Many customers will solve problems themselves, provided they can quickly get to the information and resources they need. Others prefer interaction with support agents. Putting troubleshooting and solution management tools into customers’ hands allows them to interact with the company in a way that best fits their needs. Clients can themselves monitor service quality, use built-in sniffers to uncover potential issues, and troubleshoot problems. Agent-based support options include web chat, talk and video, as well as fast, direct escalation.

* Make it fast and easy for customers with new issues to collaboratively access qualified live agents via the support website.

Customers across industries are using automated solutions to resolve issues. Sometimes, though, they need an agent — immediately. The transformation from a phone-oriented support organization to a truly automated system includes making it simple for customers to reach a live agent when they need one and providing them easy access to published answers.

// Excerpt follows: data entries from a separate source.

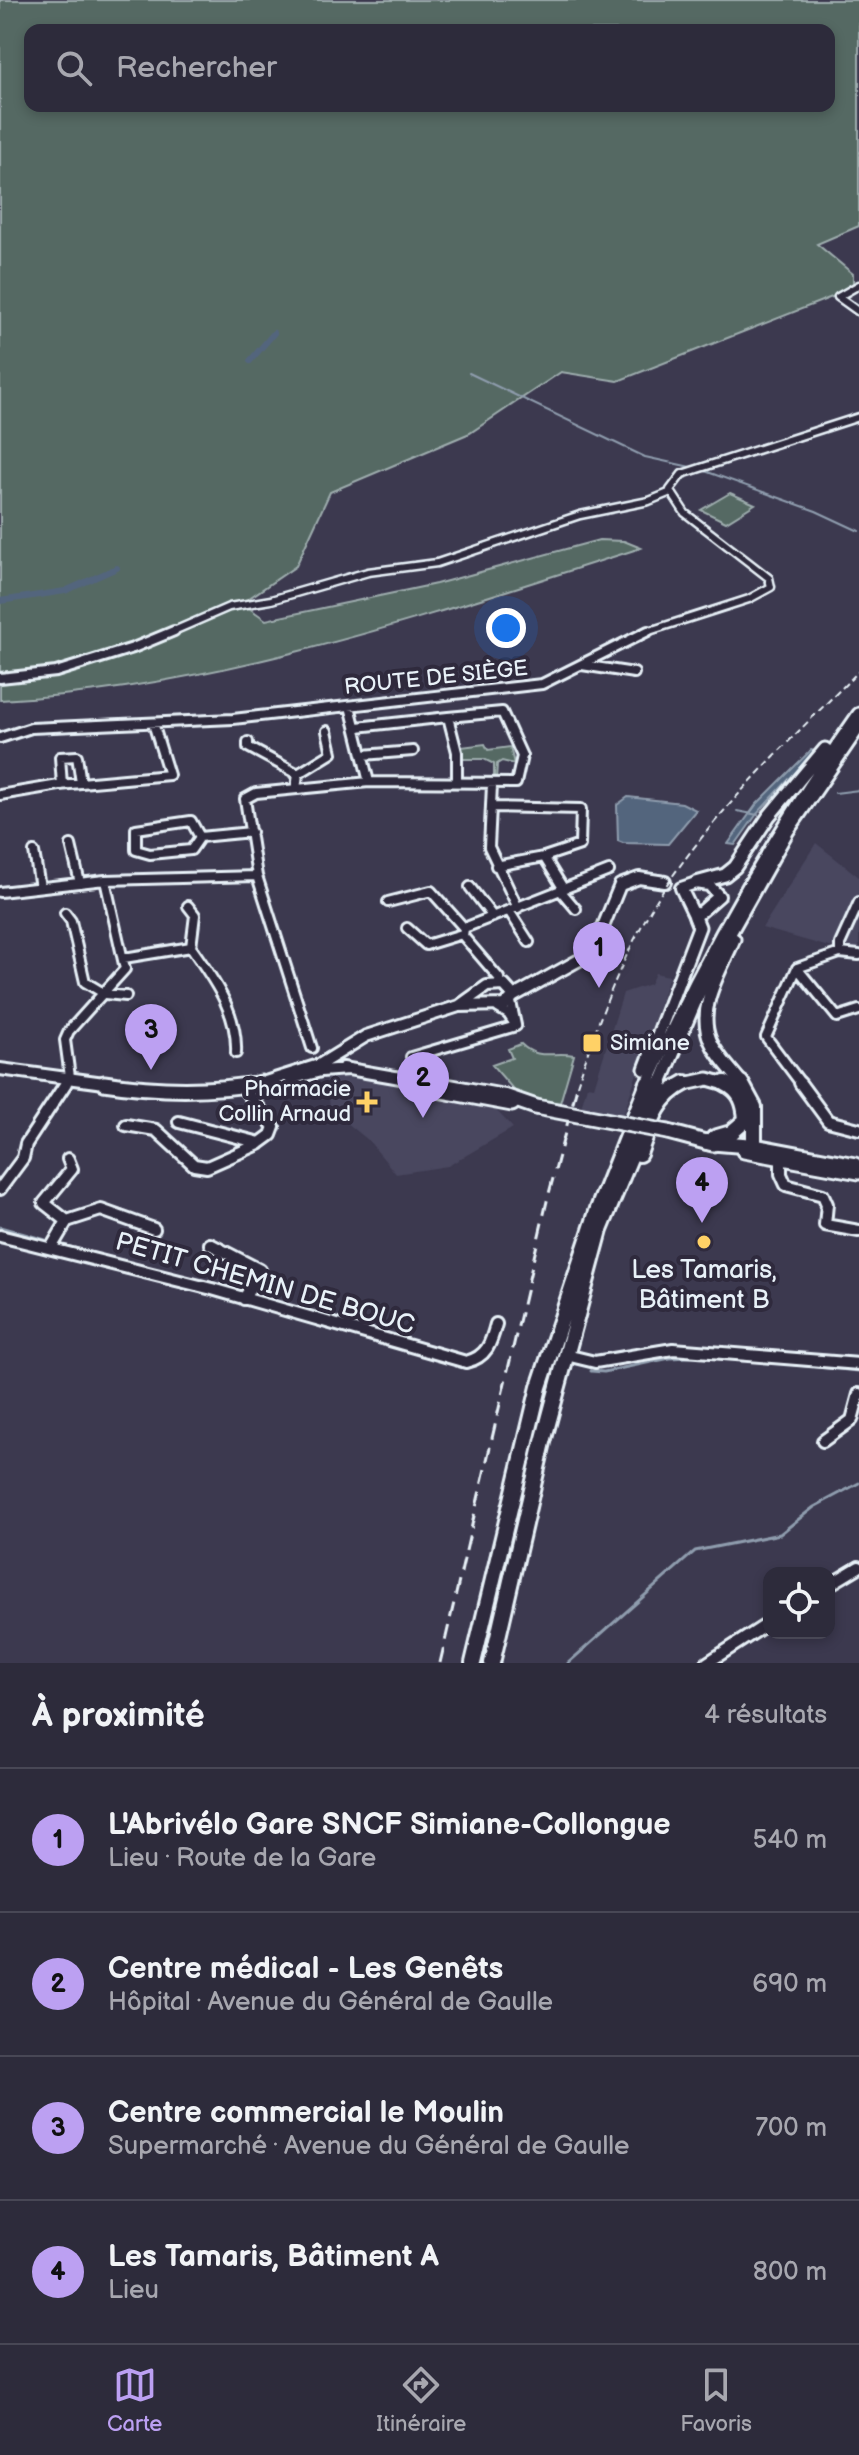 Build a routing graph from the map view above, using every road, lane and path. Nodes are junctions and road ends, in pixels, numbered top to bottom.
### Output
1 (859, 285) edge
2 (859, 312) edge
3 (859, 417) edge
4 (671, 492) junction
5 (582, 665) junction
6 (634, 673) dead end
7 (0, 678) edge
8 (350, 706) junction
9 (859, 712) edge
10 (448, 717) junction
11 (153, 723) junction
12 (357, 727) junction
13 (859, 727) edge
14 (327, 731) dead end
15 (0, 738) edge
16 (248, 742) dead end
17 (413, 751) dead end
18 (399, 752) junction
19 (363, 755) junction
20 (402, 763) dead end
21 (298, 774) junction
22 (369, 782) junction
23 (457, 782) junction
24 (81, 783) junction
25 (62, 785) junction
26 (492, 785) junction
27 (296, 789) junction
28 (0, 795) edge
29 (493, 807) junction
30 (251, 832) junction
31 (200, 837) junction
32 (71, 845) dead end
33 (34, 852) dead end
34 (544, 857) junction
35 (496, 866) junction
36 (609, 871) dead end
37 (257, 876) junction
38 (105, 880) junction
39 (80, 883) junction
40 (696, 883) junction
41 (673, 885) junction
42 (40, 887) junction
43 (470, 887) dead end
44 (561, 889) junction
45 (0, 892) edge
46 (749, 901) junction
47 (388, 902) dead end
48 (859, 902) edge
49 (188, 906) dead end
50 (576, 909) dead end
51 (514, 910) junction
52 (65, 913) dead end
53 (493, 917) junction
54 (695, 917) junction
55 (407, 928) dead end
56 (463, 931) junction
57 (529, 942) dead end
58 (191, 947) junction
59 (840, 953) junction
60 (859, 955) edge
61 (124, 958) junction
62 (797, 968) junction
63 (492, 970) junction
64 (484, 989) junction
65 (508, 992) junction
66 (105, 994) junction
67 (126, 996) dead end
68 (459, 1006) junction
69 (492, 1006) junction
70 (859, 1010) edge
71 (516, 1026) junction
72 (312, 1048) dead end
73 (236, 1053) dead end
74 (411, 1057) dead end
75 (328, 1066) junction
76 (0, 1072) edge
77 (397, 1079) junction
78 (67, 1083) junction
79 (446, 1086) junction
80 (242, 1090) junction
81 (476, 1097) junction
82 (507, 1097) junction
83 (536, 1107) junction
84 (179, 1122) dead end
85 (126, 1125) dead end
86 (859, 1129) edge
87 (710, 1140) junction
88 (260, 1143) junction
89 (754, 1146) junction
90 (779, 1155) junction
91 (68, 1159) dead end
92 (859, 1165) edge
93 (859, 1172) edge
94 (607, 1183) junction
95 (0, 1189) edge
96 (67, 1221) junction
97 (154, 1229) dead end
98 (859, 1231) edge
99 (0, 1236) edge
100 (54, 1244) junction
101 (210, 1244) dead end
102 (582, 1295) junction
103 (246, 1296) junction
104 (496, 1324) dead end
105 (566, 1355) junction
106 (859, 1364) edge
107 (859, 1394) edge
108 (823, 1441) dead end
109 (859, 1567) edge
110 (835, 1581) edge
111 (763, 1627) edge
112 (473, 1663) edge
113 (492, 1663) edge
114 (707, 1663) edge

1 - 2 street
3 - 4 street
4 - 5 street, ROUTE DE SIÈGE
4 - 7 street
5 - 6 street
5 - 8 street, ROUTE DE SIÈGE
8 - 11 street, ROUTE DE SIÈGE
8 - 12 street
9 - 40 highway
9 - 94 highway
10 - 12 street
10 - 23 street
10 - 26 street
11 - 15 street, ROUTE DE SIÈGE
11 - 24 street
12 - 19 street
13 - 46 highway
14 - 21 street
16 - 21 street
17 - 18 street
18 - 19 street
18 - 20 street
19 - 22 street
21 - 27 street
22 - 23 street
22 - 27 street
23 - 26 street
24 - 25 street
24 - 25 street
25 - 28 street
26 - 29 street
27 - 30 street
29 - 34 street
29 - 35 street
30 - 31 street
30 - 37 street
31 - 31 street
32 - 39 street
33 - 42 street
34 - 35 street
34 - 44 street
35 - 51 street
36 - 44 street
37 - 38 street
37 - 72 street
38 - 39 street
38 - 61 street
39 - 42 street
40 - 41 main road
40 - 54 main road
41 - 54 main road
41 - 65 main road
42 - 45 street
43 - 53 street
44 - 50 street
44 - 51 street
46 - 89 highway
46 - 102 highway
47 - 56 street
48 - 59 street
49 - 58 street
51 - 53 street
51 - 57 street
52 - 66 street
53 - 56 street
54 - 94 highway
55 - 56 street
56 - 63 street
58 - 61 street
58 - 73 street
59 - 60 street
59 - 62 street
61 - 66 street
62 - 70 street
62 - 86 street
63 - 64 street
63 - 65 street
64 - 65 main road
64 - 68 main road
64 - 69 main road
65 - 69 main road
65 - 71 street
66 - 67 street
66 - 78 street
68 - 69 main road
68 - 75 main road
69 - 71 street
71 - 74 street
75 - 77 main road
75 - 80 main road
75 - 80 main road
76 - 78 main road
76 - 78 main road
77 - 79 main road
77 - 81 main road
78 - 80 main road
78 - 95 street
79 - 81 main road
79 - 82 main road
80 - 88 street
81 - 82 street
81 - 83 main road
82 - 83 main road
83 - 87 main road, bridge
84 - 88 street
85 - 88 street
87 - 89 highway
87 - 90 main road
87 - 102 highway
89 - 90 main road
90 - 92 main road
90 - 93 main road
90 - 98 street
91 - 96 street
94 - 112 highway
96 - 97 street
96 - 100 street
99 - 100 street, PETIT CHEMIN DE BOUC
100 - 103 street, PETIT CHEMIN DE BOUC
101 - 103 street
102 - 105 highway
103 - 104 street, PETIT CHEMIN DE BOUC
105 - 106 street
105 - 113 highway
107 - 108 street
109 - 110 street
111 - 114 street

Though in its infancy today, live video support accessed through the website has the potential to dramatically alter the support dynamic. Video can foster rapport and understanding between customers and support personnel quickly and convincingly.

Customers want the ability to access support the way they want, whether it’s via Web-based chat, voice or video. A support website should be easy to log into and provide a fast connection to the right live resources.

* Provide emergency escalation procedures and outage buttons on the website.

Establishing a system to automate escalations can accelerate problem resolution. Escalation schemes can be established for various issues, such as comments on agent performance or sales department queries regarding pricing and quotes.

For example, a “Total Service Outage” button can provide immediate restoration assistance. On-call emergency recovery teams tackle issues, with technical talent swarming problems if needed.

Transforming the escalation process also discourages customers from going around the system and contacting senior executives. Such circumvention can prolong issue resolution as the executive seeks the appropriate personnel to address the problem.

Sustaining the effort

Achieving the Holy Grail of increased margins, improved customer satisfaction and reduced agent attrition through support services transformation is a major undertaking, and keeping customers and employees engaged throughout the process is crucial.

While new technologies should be a core part of the transformation, keep the broader strategy in view. Understand the building blocks, including knowledge management, instant resolution publishing and rapid escalation processes, and maintain measurable objectives all along.

Finally, demonstrating the value of transformation in real-time can sustain the momentum for change and position the support organization to meet growing customer and employee needs.